__EXERCISE__. Nothing but the pictures should be dropped when the records are transcribed word for word.

>>>

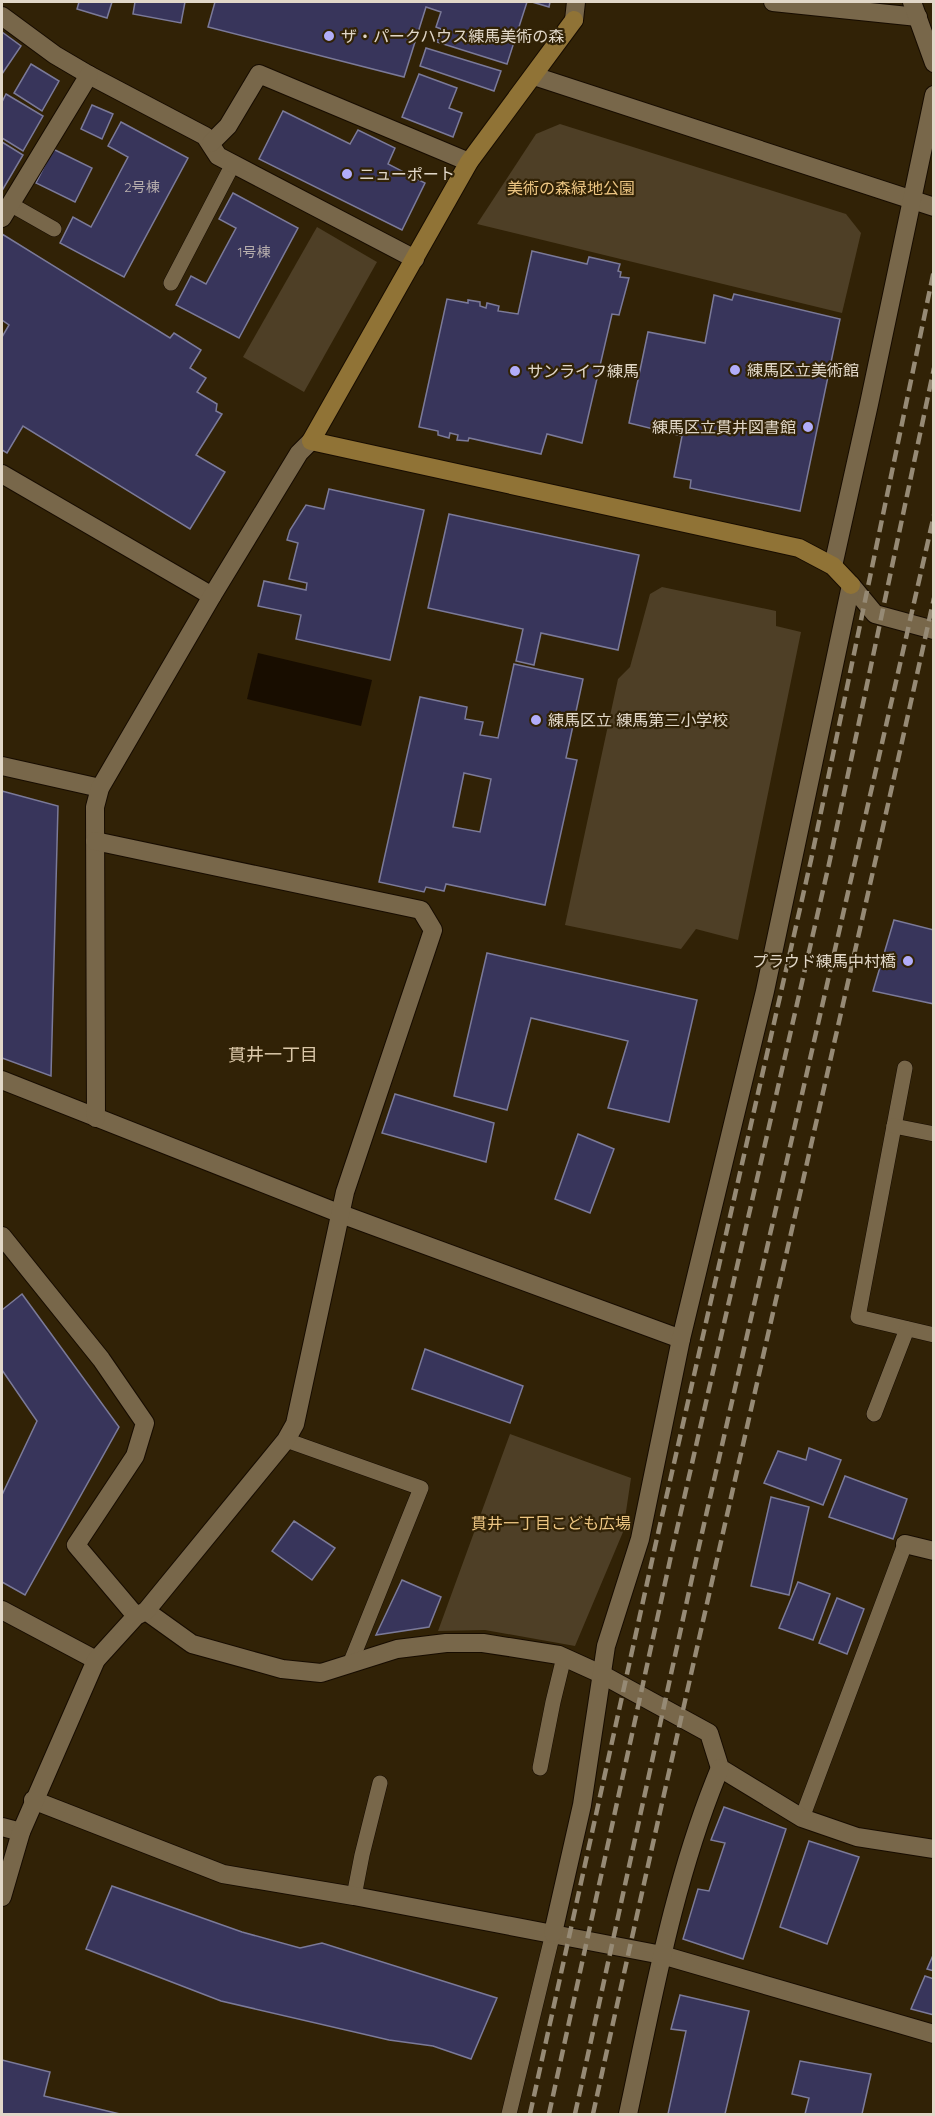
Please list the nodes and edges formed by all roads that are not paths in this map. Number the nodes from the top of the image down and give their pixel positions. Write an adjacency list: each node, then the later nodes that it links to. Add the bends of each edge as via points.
1 (576, 2): 7 (street, via 574,20)
2 (773, 2): 3 (street)
3 (915, 10): 5 (street)
4 (2, 16): 6 (street)
5 (933, 63)
6 (89, 75): 9 (street, via 205,136); 14 (street)
7 (534, 76): 10 (street); 12 (street)
8 (933, 95): 12 (street)
9 (211, 143): 10 (street, via 228,126 259,74); 11 (street, via 218,156)
10 (469, 162): 16 (street)
11 (233, 164): 16 (street); 17 (lane)
12 (911, 198): 13 (street); 20 (street)
13 (933, 207)
14 (6, 211): 15 (lane)
15 (54, 229)
16 (415, 259): 18 (street)
17 (171, 283)
18 (311, 441): 20 (street, via 799,549); 22 (street, via 298,453)
19 (2, 474): 22 (street)
20 (833, 566): 21 (street)
21 (851, 585): 23 (street, via 875,614); 36 (street, via 765,991)
22 (212, 596): 25 (street)
23 (933, 630)
24 (2, 766): 25 (street)
25 (100, 789): 26 (street, via 95,807)
26 (95, 842): 29 (street); 32 (street, via 421,910 433,930)
27 (905, 1068): 30 (lane)
28 (2, 1080): 29 (street)
29 (96, 1118): 32 (street)
30 (894, 1126): 31 (lane); 34 (lane, via 858,1317)
31 (933, 1134)
32 (340, 1214): 36 (street); 38 (street, via 295,1424)
33 (2, 1236): 42 (street, via 101,1359 145,1423 135,1456 76,1545)
34 (907, 1329): 35 (lane); 37 (lane)
35 (933, 1335)
36 (681, 1339): 46 (street, via 640,1539)
37 (874, 1414)
38 (286, 1440): 42 (street); 45 (lane, via 421,1488)
39 (905, 1544): 40 (street); 51 (lane)
40 (933, 1551)
41 (2, 1610): 44 (street)
42 (141, 1614): 44 (street); 45 (street, via 192,1644 282,1669 321,1673)
43 (564, 1657): 45 (street, via 483,1643 446,1642 397,1649); 46 (street); 47 (lane)
44 (96, 1660): 50 (street)
45 (350, 1664)
46 (601, 1674): 48 (street, via 709,1733); 57 (street, via 582,1805)
47 (540, 1768)
48 (720, 1768): 51 (street); 58 (street, via 701,1813)
49 (380, 1783): 55 (lane)
50 (33, 1800): 53 (street); 55 (street, via 223,1874)
51 (802, 1818): 54 (street, via 857,1837)
52 (2, 1827): 53 (street)
53 (21, 1832): 56 (street)
54 (933, 1850)
55 (354, 1896): 57 (street)
56 (2, 1898)
57 (553, 1933): 58 (street); 60 (lane)
58 (662, 1955): 59 (street); 61 (street)
59 (933, 2034)
60 (509, 2115)
61 (628, 2115)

<<<

__SOLUTION TO THE EXERCISE__.
Please list the nodes and edges formed by all roads that are not paths in this map. Number the nodes from the top of the image down and give their pixel positions. Write an adjacency list: each node, then the later nodes that it links to. Add the bends of each edge as via points.
1 (576, 2): 7 (street, via 574,20)
2 (773, 2): 3 (street)
3 (915, 10): 5 (street)
4 (2, 16): 6 (street)
5 (933, 63)
6 (89, 75): 9 (street, via 205,136); 14 (street)
7 (534, 76): 10 (street); 12 (street)
8 (933, 95): 12 (street)
9 (211, 143): 10 (street, via 228,126 259,74); 11 (street, via 218,156)
10 (469, 162): 16 (street)
11 (233, 164): 16 (street); 17 (lane)
12 (911, 198): 13 (street); 20 (street)
13 (933, 207)
14 (6, 211): 15 (lane)
15 (54, 229)
16 (415, 259): 18 (street)
17 (171, 283)
18 (311, 441): 20 (street, via 799,549); 22 (street, via 298,453)
19 (2, 474): 22 (street)
20 (833, 566): 21 (street)
21 (851, 585): 23 (street, via 875,614); 36 (street, via 765,991)
22 (212, 596): 25 (street)
23 (933, 630)
24 (2, 766): 25 (street)
25 (100, 789): 26 (street, via 95,807)
26 (95, 842): 29 (street); 32 (street, via 421,910 433,930)
27 (905, 1068): 30 (lane)
28 (2, 1080): 29 (street)
29 (96, 1118): 32 (street)
30 (894, 1126): 31 (lane); 34 (lane, via 858,1317)
31 (933, 1134)
32 (340, 1214): 36 (street); 38 (street, via 295,1424)
33 (2, 1236): 42 (street, via 101,1359 145,1423 135,1456 76,1545)
34 (907, 1329): 35 (lane); 37 (lane)
35 (933, 1335)
36 (681, 1339): 46 (street, via 640,1539)
37 (874, 1414)
38 (286, 1440): 42 (street); 45 (lane, via 421,1488)
39 (905, 1544): 40 (street); 51 (lane)
40 (933, 1551)
41 (2, 1610): 44 (street)
42 (141, 1614): 44 (street); 45 (street, via 192,1644 282,1669 321,1673)
43 (564, 1657): 45 (street, via 483,1643 446,1642 397,1649); 46 (street); 47 (lane)
44 (96, 1660): 50 (street)
45 (350, 1664)
46 (601, 1674): 48 (street, via 709,1733); 57 (street, via 582,1805)
47 (540, 1768)
48 (720, 1768): 51 (street); 58 (street, via 701,1813)
49 (380, 1783): 55 (lane)
50 (33, 1800): 53 (street); 55 (street, via 223,1874)
51 (802, 1818): 54 (street, via 857,1837)
52 (2, 1827): 53 (street)
53 (21, 1832): 56 (street)
54 (933, 1850)
55 (354, 1896): 57 (street)
56 (2, 1898)
57 (553, 1933): 58 (street); 60 (lane)
58 (662, 1955): 59 (street); 61 (street)
59 (933, 2034)
60 (509, 2115)
61 (628, 2115)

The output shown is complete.